Supplied records:
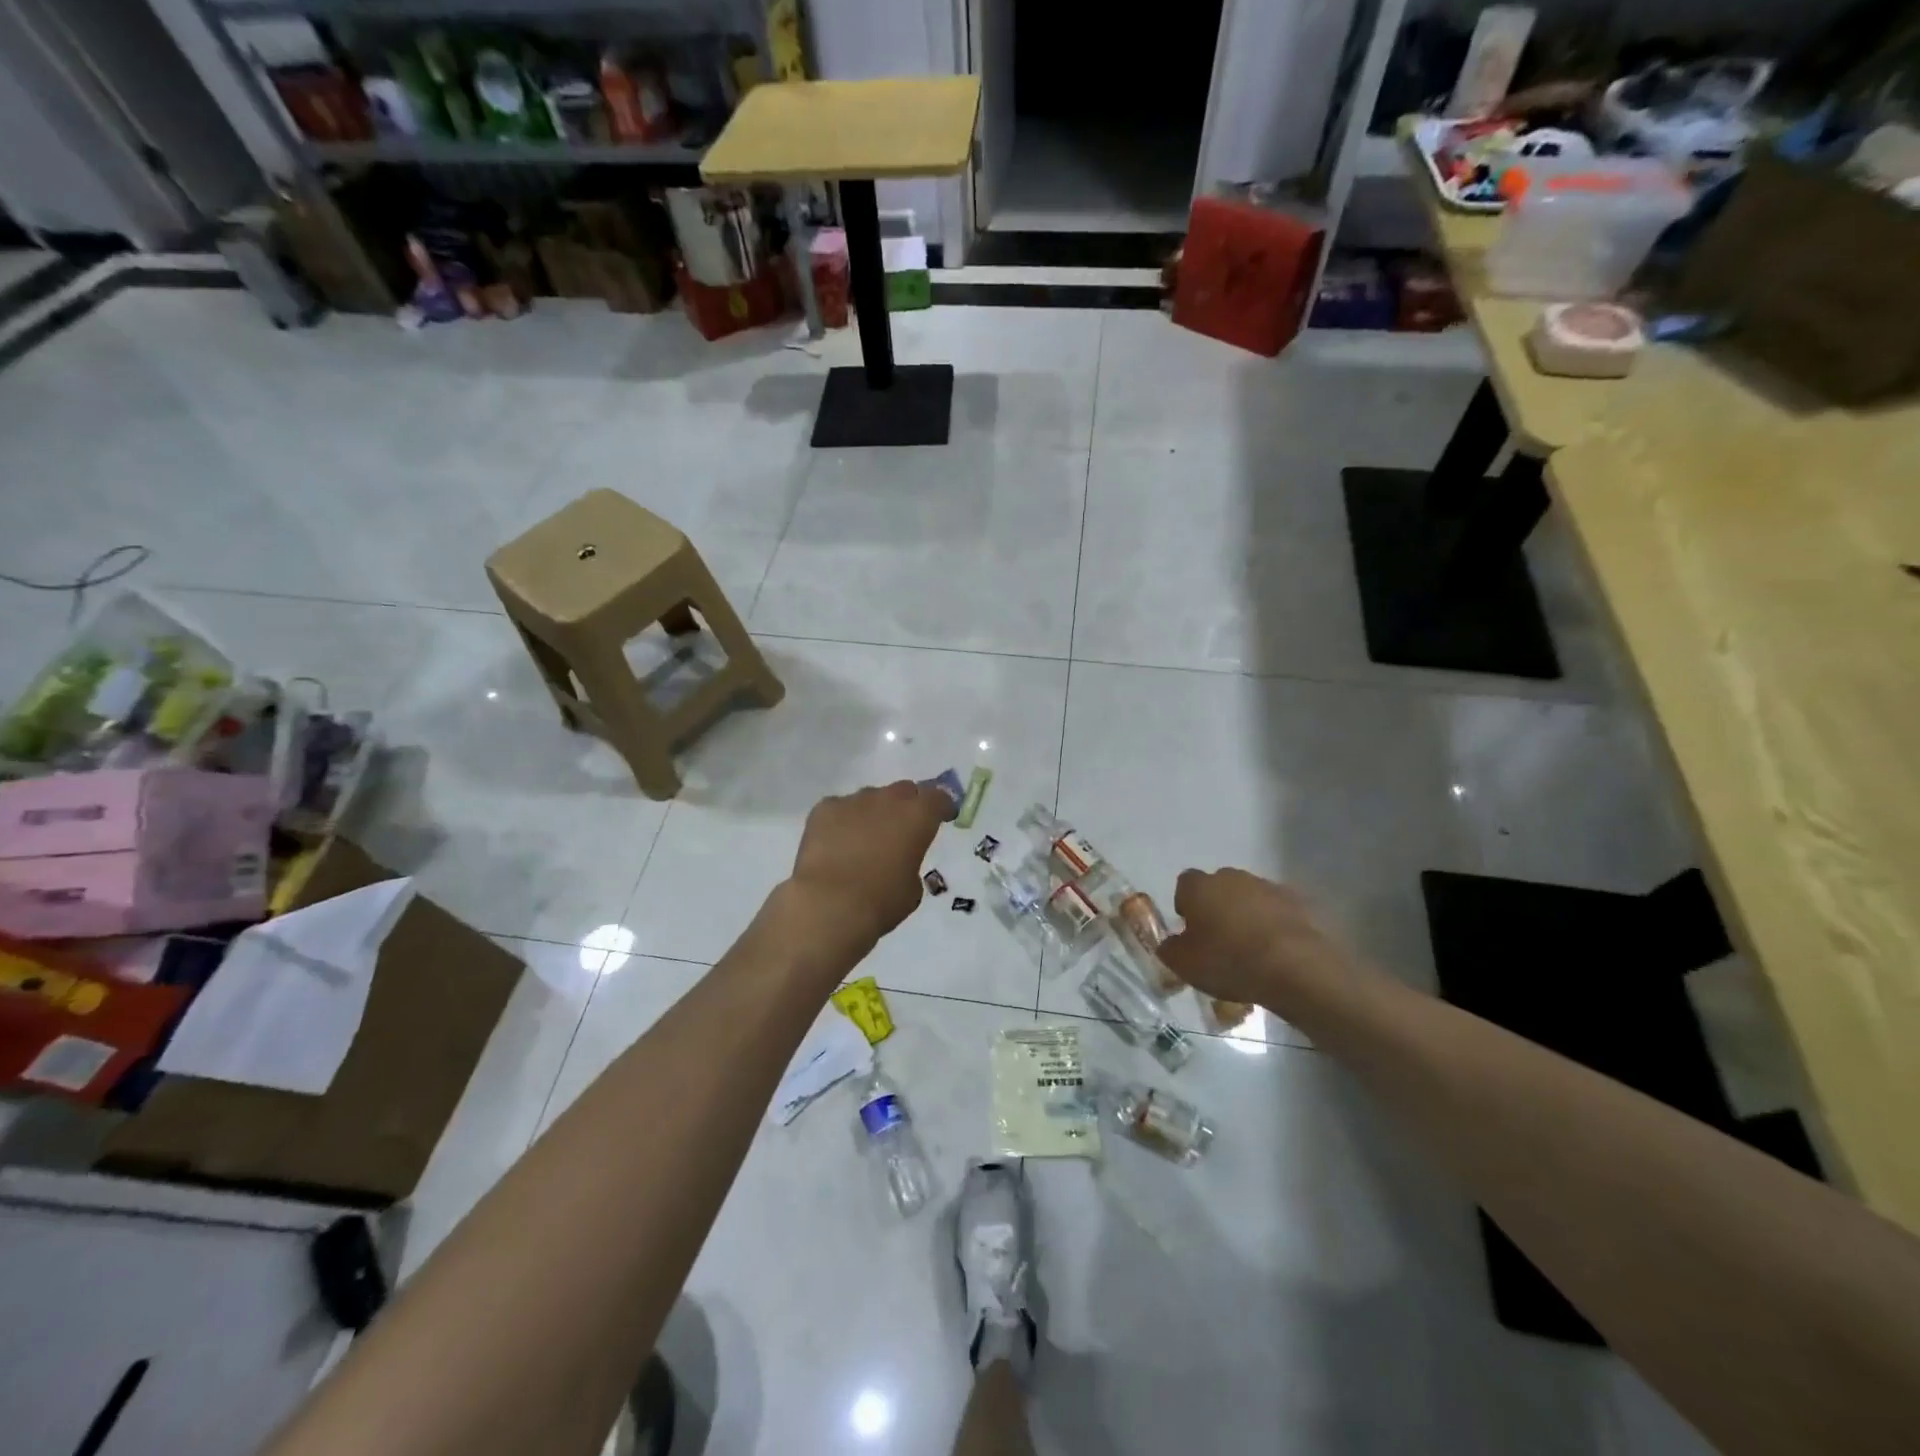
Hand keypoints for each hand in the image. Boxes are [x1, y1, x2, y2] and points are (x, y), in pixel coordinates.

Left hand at [779, 780, 946, 964]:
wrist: (830, 905)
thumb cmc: (882, 902)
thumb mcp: (913, 889)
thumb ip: (911, 863)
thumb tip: (899, 860)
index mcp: (918, 816)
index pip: (938, 798)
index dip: (941, 808)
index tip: (941, 818)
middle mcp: (888, 799)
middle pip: (904, 791)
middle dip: (906, 806)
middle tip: (901, 830)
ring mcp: (853, 800)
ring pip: (869, 799)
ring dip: (873, 814)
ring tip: (863, 840)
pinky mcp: (824, 808)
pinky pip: (839, 809)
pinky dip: (842, 822)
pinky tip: (835, 844)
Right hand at [1158, 869, 1359, 1012]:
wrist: (1295, 967)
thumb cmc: (1229, 961)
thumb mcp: (1185, 965)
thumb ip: (1170, 949)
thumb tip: (1171, 943)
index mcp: (1199, 886)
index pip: (1184, 885)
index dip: (1186, 905)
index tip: (1191, 930)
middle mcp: (1231, 877)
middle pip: (1218, 887)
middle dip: (1217, 906)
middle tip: (1220, 939)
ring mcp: (1267, 886)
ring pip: (1248, 896)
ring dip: (1246, 914)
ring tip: (1251, 947)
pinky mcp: (1297, 901)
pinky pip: (1276, 909)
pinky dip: (1273, 923)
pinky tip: (1276, 949)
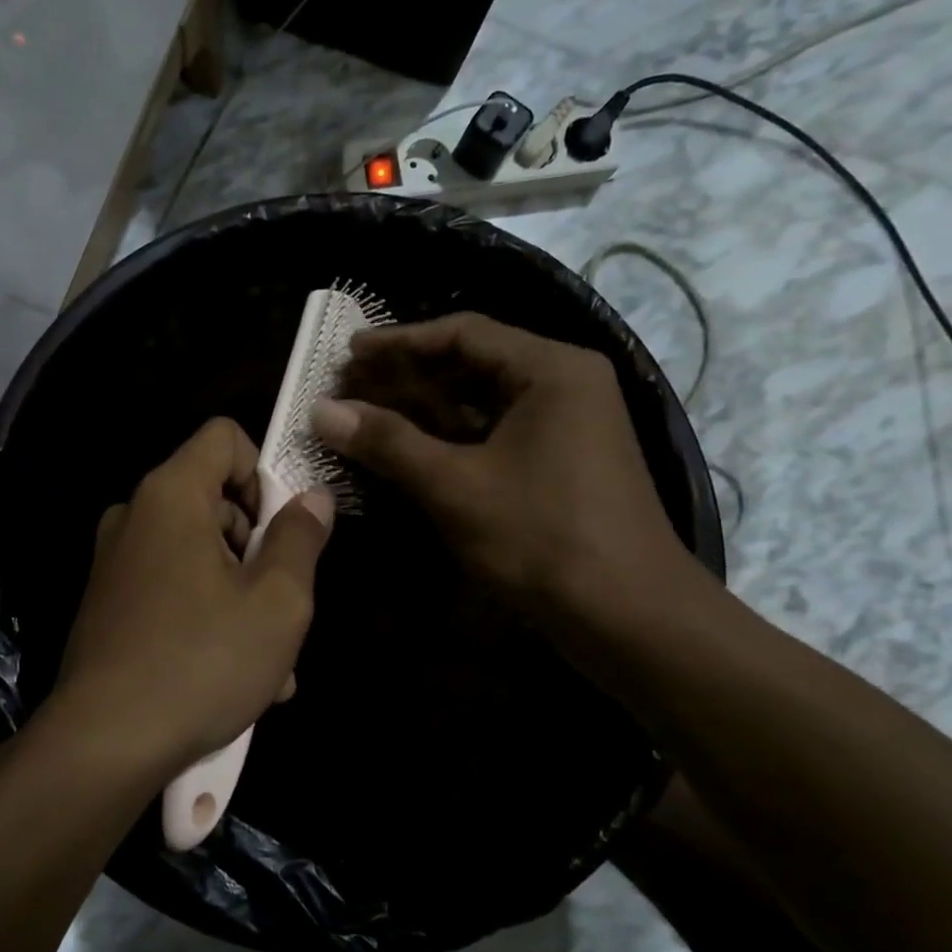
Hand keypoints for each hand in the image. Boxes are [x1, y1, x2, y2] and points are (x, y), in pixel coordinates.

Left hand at [53, 417, 334, 777]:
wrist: (103, 744)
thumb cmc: (202, 661)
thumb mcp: (276, 602)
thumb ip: (300, 538)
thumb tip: (314, 497)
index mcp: (170, 495)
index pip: (223, 437)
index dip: (263, 470)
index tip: (282, 529)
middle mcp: (134, 516)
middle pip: (214, 500)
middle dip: (258, 548)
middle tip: (284, 608)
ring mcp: (116, 562)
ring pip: (199, 555)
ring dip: (242, 595)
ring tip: (271, 663)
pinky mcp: (108, 604)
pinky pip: (172, 588)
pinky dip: (207, 615)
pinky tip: (233, 675)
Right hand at [312, 312, 701, 627]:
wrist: (630, 618)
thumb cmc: (543, 538)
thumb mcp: (455, 486)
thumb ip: (387, 442)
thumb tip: (321, 410)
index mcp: (551, 369)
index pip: (463, 333)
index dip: (399, 341)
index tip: (348, 354)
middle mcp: (563, 384)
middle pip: (471, 364)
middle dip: (406, 377)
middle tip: (348, 389)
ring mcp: (566, 425)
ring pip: (480, 402)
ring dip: (423, 410)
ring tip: (366, 418)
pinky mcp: (559, 462)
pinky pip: (493, 434)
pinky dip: (448, 439)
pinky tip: (406, 451)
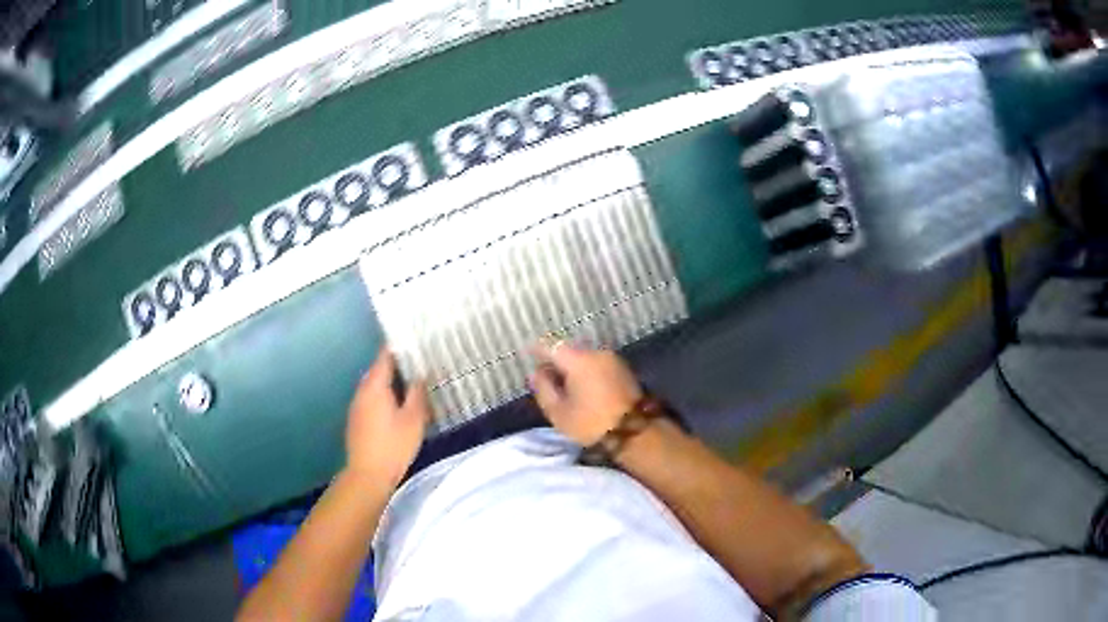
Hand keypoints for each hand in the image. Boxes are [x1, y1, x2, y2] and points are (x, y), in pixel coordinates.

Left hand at [345, 348, 429, 486]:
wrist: (368, 475)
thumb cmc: (393, 445)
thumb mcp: (413, 419)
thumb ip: (417, 394)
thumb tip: (419, 376)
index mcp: (374, 386)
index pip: (384, 357)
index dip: (398, 348)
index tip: (412, 342)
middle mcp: (362, 391)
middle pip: (378, 371)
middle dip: (395, 366)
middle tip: (417, 365)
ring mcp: (356, 407)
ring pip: (374, 387)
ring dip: (389, 384)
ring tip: (410, 386)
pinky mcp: (356, 421)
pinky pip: (371, 400)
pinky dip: (383, 397)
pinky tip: (396, 408)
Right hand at [529, 341, 643, 445]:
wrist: (636, 433)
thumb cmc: (591, 424)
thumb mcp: (559, 412)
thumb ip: (543, 389)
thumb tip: (535, 373)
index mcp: (578, 360)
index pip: (551, 346)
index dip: (537, 350)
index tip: (527, 355)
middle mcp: (596, 353)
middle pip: (569, 350)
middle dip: (555, 360)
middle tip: (543, 374)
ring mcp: (613, 360)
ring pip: (584, 357)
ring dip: (572, 366)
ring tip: (562, 383)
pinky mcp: (623, 369)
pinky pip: (597, 364)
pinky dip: (586, 371)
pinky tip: (581, 386)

Work task: The copy you produce must match the entries above exactly, except that it has no pictures.

Response to this exercise:
Hand keypoints for each hand in the image. Boxes are [x1, y1, x2, y2] and points are (x, y), in pixel coordinates.

Left hand at [779, 780, 946, 964]:
wrist: (830, 905)
thumb cmc: (882, 902)
thumb mcp: (913, 889)
thumb ip: (911, 863)
thumb tip: (899, 860)
index mcp: (918, 816)
index pip: (938, 798)
index dip: (941, 808)
index tip: (941, 818)
middle mcp: (888, 799)
middle pip: (904, 791)
middle dip: (906, 806)
middle tip: (901, 830)
ring mcp: (853, 800)
ring pip: (869, 799)
ring dip: (873, 814)
ring tip: (863, 840)
pinky mcp: (824, 808)
pinky pip: (839, 809)
pinky dip: (842, 822)
pinky tip: (835, 844)
Right hand at [1158, 869, 1359, 1012]:
wrist: (1295, 967)
thumb cmc: (1229, 961)
thumb mcp: (1185, 965)
thumb ip: (1170, 949)
thumb tip: (1171, 943)
index mcp: (1199, 886)
index pip: (1184, 885)
index dip: (1186, 905)
index tip: (1191, 930)
middle mcp: (1231, 877)
middle pip: (1218, 887)
middle dip: (1217, 906)
middle tip: (1220, 939)
ring mcp: (1267, 886)
ring pip: (1248, 896)
ring dip: (1246, 914)
ring tip: (1251, 947)
pinky mcp: (1297, 901)
pinky pip: (1276, 909)
pinky dip: (1273, 923)
pinky tip: (1276, 949)
Hand keypoints for each hand in the image. Boxes are [x1, y1, x2, y2] and points are (x, y), in pixel coordinates.

Left hand at [53, 417, 334, 777]:
wrist: (103, 744)
thumb cmc: (202, 661)
thumb mcp: (276, 602)
thumb ip: (300, 538)
thumb tip: (314, 497)
index mcp: (170, 495)
index pip: (223, 437)
index dip: (263, 470)
index tip: (282, 529)
middle mcp: (134, 516)
middle pip: (214, 500)
middle dip: (258, 548)
middle tip: (284, 608)
ring mcp: (116, 562)
ring pip: (199, 555)
ring dip: (242, 595)
ring tip: (271, 663)
pinky mcp: (108, 604)
pinky pip: (172, 588)
pinky dip: (207, 615)
pinky tip: (233, 675)
Right hand at [312, 312, 701, 627]:
wrist: (630, 618)
thumb cmc: (543, 538)
thumb mcp: (455, 486)
thumb ip: (387, 442)
thumb tip: (321, 410)
index mcp: (551, 369)
index pip: (463, 333)
index dip: (399, 341)
index tip: (348, 354)
middle mcp: (563, 384)
middle pip: (471, 364)
middle dip: (406, 377)
middle tip: (348, 389)
ring mcp: (566, 425)
ring pip: (480, 402)
ring dip: (423, 410)
ring tip: (366, 418)
pinky mcp: (559, 462)
pinky pip: (493, 434)
pinky dip: (448, 439)
pinky tip: (406, 451)
Hand keypoints for each hand in the image. Boxes are [x1, y1, x2, y2] and points are (x, y), in pixel coordinates.

Left hand at [345, 348, 429, 486]:
wrist: (368, 475)
thumb cmc: (393, 445)
thumb mcp: (413, 419)
thumb ip: (417, 394)
thumb tip: (419, 376)
index mcp: (374, 386)
index pip: (384, 357)
index dip: (398, 348)
index tip: (412, 342)
middle mcp: (362, 391)
middle pip: (378, 371)
middle dip: (395, 366)
middle tip: (417, 365)
ring mcp: (356, 407)
ring pip: (374, 387)
ring dip: (389, 384)
ring tip: (410, 386)
pinky mcp: (356, 421)
pinky pip: (371, 400)
pinky dip: (383, 397)
pinky tip: (396, 408)
Right hand at [529, 341, 643, 445]:
wrist: (636, 433)
thumb cmc: (591, 424)
thumb mcp: (559, 412)
thumb ip: (543, 389)
thumb tip: (535, 373)
index mcp: (578, 360)
index pip: (551, 346)
index dip: (537, 350)
index tip: (527, 355)
middle mcp: (596, 353)
middle pip: (569, 350)
middle dip: (555, 360)
middle tip: (543, 374)
ring mcp: (613, 360)
ring pip: (584, 357)
ring dip: (572, 366)
ring tip: (562, 383)
pinky mcp: (623, 369)
pinky pip: (597, 364)
pinky dip: (586, 371)
pinky tip: (581, 386)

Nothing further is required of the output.